Oil and Treasury Yields Surge as Trump Declares Iran Ceasefire Over, Markets Rattle on Middle East Escalation

Bearish (-0.6)Impact: High

Published on July 8, 2026 (3 hours ago) · By Vibe Trader

Oil and Treasury Yields Surge as Trump Declares Iran Ceasefire Over, Markets Rattle on Middle East Escalation

A sharp escalation in Middle East tensions sent shockwaves through global financial markets after U.S. President Donald Trump declared at the NATO summit in Ankara that the memorandum of understanding (MoU) and ceasefire with Iran is 'over' [2][4][8]. Trump confirmed, 'We attacked very powerfully last night, the very dangerous people from Iran,' referencing U.S. airstrikes on Iranian military infrastructure in response to Tehran's attacks on commercial shipping in the Strait of Hormuz, a critical passage for nearly one-fifth of global energy supply [2][6]. The U.S. Treasury Department also revoked licenses allowing Iran to sell oil globally [1].

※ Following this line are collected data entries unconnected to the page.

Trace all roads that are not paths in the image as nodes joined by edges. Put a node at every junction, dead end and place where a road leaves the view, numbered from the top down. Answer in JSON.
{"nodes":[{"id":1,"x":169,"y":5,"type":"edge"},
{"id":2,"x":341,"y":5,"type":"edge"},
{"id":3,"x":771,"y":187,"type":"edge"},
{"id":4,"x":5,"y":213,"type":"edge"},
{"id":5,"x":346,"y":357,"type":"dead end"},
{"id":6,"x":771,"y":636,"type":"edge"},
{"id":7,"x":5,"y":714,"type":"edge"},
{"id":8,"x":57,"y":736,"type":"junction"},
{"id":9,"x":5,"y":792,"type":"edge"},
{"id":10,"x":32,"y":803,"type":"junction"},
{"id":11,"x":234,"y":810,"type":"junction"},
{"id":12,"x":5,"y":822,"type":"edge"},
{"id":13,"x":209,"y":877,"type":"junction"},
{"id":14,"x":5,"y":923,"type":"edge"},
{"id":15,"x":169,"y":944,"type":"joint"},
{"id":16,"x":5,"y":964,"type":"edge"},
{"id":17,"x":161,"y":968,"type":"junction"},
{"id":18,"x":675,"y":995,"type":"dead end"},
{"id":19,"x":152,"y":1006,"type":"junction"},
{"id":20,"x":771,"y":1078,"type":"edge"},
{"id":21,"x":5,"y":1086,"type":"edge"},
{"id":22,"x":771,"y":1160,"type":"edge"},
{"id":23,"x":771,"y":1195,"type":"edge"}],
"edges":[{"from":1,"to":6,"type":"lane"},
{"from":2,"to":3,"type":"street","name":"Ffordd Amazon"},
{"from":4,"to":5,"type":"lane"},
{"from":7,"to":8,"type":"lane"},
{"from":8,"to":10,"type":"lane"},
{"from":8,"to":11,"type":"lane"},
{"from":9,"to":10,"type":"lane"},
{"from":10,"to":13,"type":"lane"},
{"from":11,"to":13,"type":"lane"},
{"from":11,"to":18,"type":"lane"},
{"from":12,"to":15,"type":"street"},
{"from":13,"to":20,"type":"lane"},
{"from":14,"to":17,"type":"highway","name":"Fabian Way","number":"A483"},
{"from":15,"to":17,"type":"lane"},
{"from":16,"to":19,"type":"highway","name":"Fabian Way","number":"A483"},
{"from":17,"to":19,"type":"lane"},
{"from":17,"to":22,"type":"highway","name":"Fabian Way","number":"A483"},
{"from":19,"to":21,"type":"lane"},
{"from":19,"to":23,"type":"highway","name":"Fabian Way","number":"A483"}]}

The immediate market reaction was pronounced. Brent crude futures surged 6.18% to $78.73 per barrel, while U.S. West Texas Intermediate (WTI) futures jumped 6.45% to $74.93, with WTI hitting a two-week high [2][8]. Brent crude had earlier spiked from $72 to $76 per barrel following the Iranian strikes [1]. U.S. Treasury yields soared, with the 10-year note up more than 5 basis points to 4.5812%, the 2-year yield rising to 4.2182%, and the 30-year yield climbing above 5.0752% [1][8]. The surge in yields reflects heightened risk aversion and expectations of potential inflationary pressures from higher energy prices.

Equity markets responded with risk-off sentiment. Dow Jones futures fell 0.40% to around 52,980, S&P 500 futures dropped 0.17% to near 7,540, and Nasdaq 100 futures slipped 0.14% to 29,350 during European trading hours [6]. The previous session saw the Nasdaq Composite down 1.16%, S&P 500 off 0.45%, and Dow Jones Industrial Average lower by 0.25% [6]. S&P 500 futures tumbled over 0.7% at one point, reflecting deep investor anxiety [4]. The Australian Dollar reversed early gains and traded lower near 0.6915 against the U.S. Dollar as investors sought safe-haven assets [4]. Currencies of oil-importing economies were noted as likely to suffer from higher oil prices [2].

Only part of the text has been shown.